Neither find_command nor create_command should be called from a per-frame callback.

Invoking a command — begin / continue / end

A command has three phases: begin (the key or button went down), continue (it is being held), and end (it was released). The command object exposes three ways to invoke a command from the script:

Every :start() must be matched by exactly one :stop(). This is the top-level Gotchas rule applied here: a missing :stop() leaves the command stuck in its held state and the sim keeps treating the button as held down.

Example — from the C172 starter logic, where holding the ignition key runs the starter motor:

-- Key turned to START position: engage the starter motor
simCMD_engage_starter:start()

-- ... later, when the key is released ...
simCMD_engage_starter:stop()

Use :once() when you want the command fired and forgotten; use the :start() / :stop() pair only when the script needs to hold a command down across frames.

Writing a handler

The handler passed to create_command (and to replace_command / wrap_command below) has the signature:

function handler(phase, duration)
    ...
end

Most handlers branch on phase and only do work on begin and/or end — continue-phase work is common for held actions (holding a trim wheel) but rare otherwise. Mirror the begin/end matching rule in your own code: if you run logic at begin, make sure you have matching logic at end.

function C172_ignition_up_handler(phase, duration)
    if phase == 0 then
        -- key was just turned up
        if simDR_ignition_pos == 3 or simDR_ignition_pos == 4 then
            simCMD_engage_starter:start()
        elseif simDR_ignition_pos < 3 then
            simCMD_ignition_up_1:once()
        end
    elseif phase == 2 then
        -- key was released
        if simDR_ignition_pos == 4 then
            simCMD_engage_starter:stop()
        end
    end
end

Intercepting an existing command: replace, wrap, filter

Three helpers attach a handler to a command that already exists — a built-in command, or a custom one owned by another script or plugin. They differ in how they relate to that command's original behaviour.

replace_command(name, handler)

Installs the handler instead of the command's default behaviour. Signature matches the handler described above. When the command fires, the original behaviour is suppressed and only this handler runs. Use this when you want to completely take over a sim command — for example, rewriting the flaps-up command to route through custom aircraft logic.

Only one replacement handler can be installed per command.

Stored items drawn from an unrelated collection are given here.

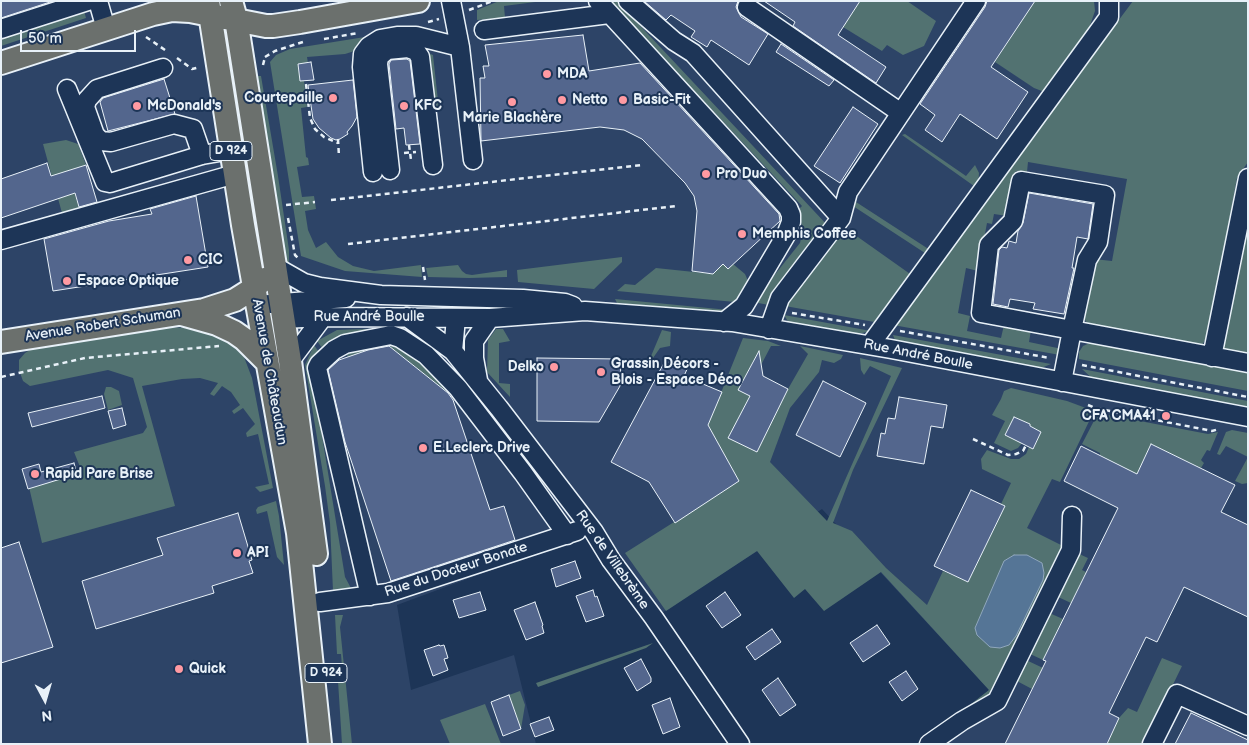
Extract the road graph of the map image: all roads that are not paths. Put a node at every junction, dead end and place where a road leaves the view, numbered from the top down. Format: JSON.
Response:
{"nodes":[{"id":1,"x":88,"y":1,"type":"edge"},
{"id":2,"x":98,"y":1,"type":"edge"},
{"id":3,"x":418,"y":1,"type":"edge"},
{"id":4,"x":451,"y":1,"type":"edge"},
{"id":5,"x":628,"y":1,"type":"edge"},
{"id":6,"x":976,"y":1,"type":"edge"},
{"id":7,"x":1109,"y":1,"type":"edge"},
{"id":8,"x":174,"y":6,"type":"edge"},
{"id":9,"x":747,"y":6,"type":"dead end"},
{"id":10,"x":210,"y":8,"type":"edge"},
{"id":11,"x":604,"y":8,"type":"edge"},
{"id":12,"x":234,"y":10,"type":"edge"},
{"id":13,"x":1,"y":29,"type":"edge"},
{"id":14,"x":106,"y":29,"type":"junction"},
{"id":15,"x":484,"y":30,"type":"dead end"},
{"id":16,"x":460,"y":47,"type":"junction"},
{"id":17,"x":169,"y":59,"type":"road end"},
{"id":18,"x":1,"y":63,"type":"edge"},
{"id":19,"x":68,"y":89,"type":"dead end"},
{"id":20,"x":901,"y":113,"type":"junction"},
{"id":21,"x":231,"y":150,"type":"junction"},
{"id":22,"x":202,"y":155,"type":"junction"},
{"id":23,"x":474,"y":160,"type":"dead end"},
{"id":24,"x":433,"y":165,"type":"dead end"},
{"id":25,"x":235,"y":174,"type":"junction"},
{"id":26,"x":1248,"y":178,"type":"edge"},
{"id":27,"x":841,"y":218,"type":"junction"},
{"id":28,"x":1,"y":240,"type":"edge"},
{"id":29,"x":274,"y":266,"type":"junction"},
{"id":30,"x":381,"y":295,"type":"junction"},
{"id":31,"x":450,"y":296,"type":"junction"},
{"id":32,"x":523,"y":299,"type":"junction"},
{"id":33,"x":257,"y":305,"type":"junction"},
{"id":34,"x":204,"y":310,"type":"junction"},
{"id":35,"x":282,"y":311,"type":"junction"},
{"id":36,"x":585,"y":311,"type":"junction"},
{"id":37,"x":177,"y":313,"type":"junction"},
{"id":38,"x":461,"y":315,"type":"junction"},
{"id":39,"x":323,"y":317,"type":"junction"},
{"id":40,"x":407,"y":317,"type":"junction"},
{"id":41,"x":490,"y":318,"type":"junction"},
{"id":42,"x":724,"y":322,"type":"junction"},
{"id":43,"x":770,"y":329,"type":"junction"},
{"id":44,"x":1072,"y":330,"type":"junction"},
{"id":45,"x":474,"y":341,"type":"junction"},
{"id":46,"x":1,"y":342,"type":"edge"},
{"id":47,"x":870,"y":346,"type":"junction"},
{"id":48,"x":453,"y":351,"type":"junction"},
{"id":49,"x":1212,"y":356,"type":"junction"},
{"id":50,"x":290,"y":361,"type":"junction"},
{"id":51,"x":266,"y":362,"type":"junction"},
{"id":52,"x":1248,"y":363,"type":"edge"},
{"id":53,"x":478,"y":381,"type":"junction"},
{"id":54,"x":1062,"y":382,"type":"junction"},
{"id":55,"x":1248,"y":417,"type":"edge"},
{"id":56,"x":1072,"y":516,"type":"dead end"},
{"id":57,"x":590,"y":527,"type":"junction"},
{"id":58,"x":566,"y":535,"type":"junction"},
{"id":59,"x":370,"y":596,"type":"junction"},
{"id":60,"x":320,"y":602,"type":"junction"},
{"id":61,"x":1248,"y":726,"type":"edge"},
{"id":62,"x":320,"y":744,"type":"edge"},
{"id":63,"x":330,"y":744,"type":"edge"},
{"id":64,"x":740,"y":744,"type":"edge"},
{"id":65,"x":929,"y":744,"type":"edge"},
{"id":66,"x":1152,"y":744,"type":"edge"}],
"edges":[{"from":1,"to":13,"type":"street"},
{"from":2,"to":14,"type":"street"},
{"from":3,"to":12,"type":"main road"},
{"from":4,"to":16,"type":"street"},
{"from":5,"to":27,"type":"street"},
{"from":6,"to":20,"type":"street"},
{"from":7,"to":47,"type":"street"},
{"from":8,"to":10,"type":"main road"},
{"from":8,"to":14,"type":"main road"},
{"from":9,"to":20,"type":"street"},
{"from":10,"to":12,"type":"main road"},
{"from":10,"to":21,"type":"main road","name":"Avenue de Châteaudun","number":"D 924"},
{"from":11,"to":15,"type":"street"},
{"from":11,"to":42,"type":"street"},
{"from":12,"to":29,"type":"main road","name":"Avenue de Châteaudun","number":"D 924"},
{"from":14,"to":18,"type":"main road"},
{"from":16,"to":23,"type":"street"},
{"from":16,"to":24,"type":"street"},
{"from":17,"to":22,"type":"street"},
{"from":19,"to":22,"type":"street"},
{"from":20,"to":27,"type":"street"},
{"from":21,"to":22,"type":"street"},
{"from":21,"to":25,"type":"main road","name":"Avenue de Châteaudun","number":"D 924"},
{"from":25,"to":28,"type":"street"},
{"from":25,"to":33,"type":"main road","name":"Avenue de Châteaudun","number":"D 924"},
{"from":26,"to":49,"type":"street"},
{"from":27,"to":43,"type":"street"},
{"from":29,"to":30,"type":"street","name":"Rue André Boulle"},
{"from":29,"to":33,"type":"main road","name":"Avenue Robert Schuman"},
{"from":29,"to":35,"type":"main road","name":"Avenue de Châteaudun","number":"D 924"},
{"from":30,"to":31,"type":"street","name":"Rue André Boulle"},
{"from":30,"to":35,"type":"street"},
{"from":31,"to":32,"type":"street","name":"Rue André Boulle"},
{"from":31,"to":38,"type":"street"},
{"from":32,"to":36,"type":"street","name":"Rue André Boulle"},
{"from":32,"to":38,"type":"street","name":"Rue André Boulle"},
{"from":33,"to":34,"type":"main road","name":"Avenue Robert Schuman"},
{"from":33,"to":34,"type":"main road","name":"Avenue Robert Schuman"},
{"from":33,"to":35,"type":"main road","name":"Avenue Robert Schuman"},
{"from":33,"to":51,"type":"main road","name":"Avenue de Châteaudun","number":"D 924"},
{"from":34,"to":37,"type":"main road","name":"Avenue Robert Schuman"},
{"from":35,"to":39,"type":"street","name":"Rue André Boulle"},
{"from":35,"to":50,"type":"main road","name":"Avenue de Châteaudun","number":"D 924"},
{"from":36,"to":41,"type":"street","name":"Rue André Boulle"},
{"from":36,"to":42,"type":"street","name":"Rue André Boulle"},
{"from":37,"to":46,"type":"main road","name":"Avenue Robert Schuman"},
{"from":37,"to":51,"type":"main road"},
{"from":38,"to":40,"type":"street","name":"Rue André Boulle"},
{"from":38,"to":41,"type":"street","name":"Rue André Boulle"},
{"from":38,"to":45,"type":"street","name":"Rue de Villebrème"},
{"from":38,"to":48,"type":"street"},
{"from":39,"to":40,"type":"street","name":"Rue André Boulle"},
{"from":39,"to":50,"type":"street"},
{"from":40,"to":48,"type":"street","name":"Rue de Villebrème"},
{"from":41,"to":45,"type":"street"},
{"from":42,"to":43,"type":"street","name":"Rue André Boulle"},
{"from":43,"to":47,"type":"street","name":"Rue André Boulle"},
{"from":44,"to":44,"type":"street"},
{"from":44,"to":49,"type":"street"},
{"from":44,"to":54,"type":"street"},
{"from":45,"to":53,"type":"street","name":"Rue de Villebrème"},
{"from":47,"to":54,"type":"street","name":"Rue André Boulle"},
{"from":48,"to":53,"type":"street","name":"Rue de Villebrème"},
{"from":49,"to":52,"type":"street"},
{"from":50,"to":60,"type":"main road","name":"Avenue de Châteaudun","number":"D 924"},
{"from":51,"to":62,"type":"main road","name":"Avenue de Châteaudun","number":"D 924"},
{"from":53,"to":57,"type":"street","name":"Rue de Villebrème"},
{"from":54,"to":55,"type":"street","name":"Rue André Boulle"},
{"from":56,"to":65,"type":"street"},
{"from":57,"to":58,"type":"street","name":"Rue du Docteur Bonate"},
{"from":57,"to":64,"type":"street","name":"Rue de Villebrème"},
{"from":58,"to":59,"type":"street","name":"Rue du Docteur Bonate"},
{"from":58,"to":59,"type":"street"},
{"from":59,"to":60,"type":"street","name":"Rue du Docteur Bonate"},
{"from":60,"to":63,"type":"main road","name":"Avenue de Châteaudun","number":"D 924"},
{"from":61,"to":66,"type":"street"}]}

wrap_command(name, before, after)

Installs a pre-handler that runs before the command's default behaviour and/or a post-handler that runs after. Both have the standard (phase, duration) signature. Either argument may be nil, but at least one must be non-nil. The command's original behaviour is preserved; the wrappers run around it.

Use this to observe or augment a command without changing what it does — for example, logging when the user toggles a switch, playing a custom sound on a release, or updating a custom dataref after the sim has processed the input.

Only one pre-handler and one post-handler can be installed per command.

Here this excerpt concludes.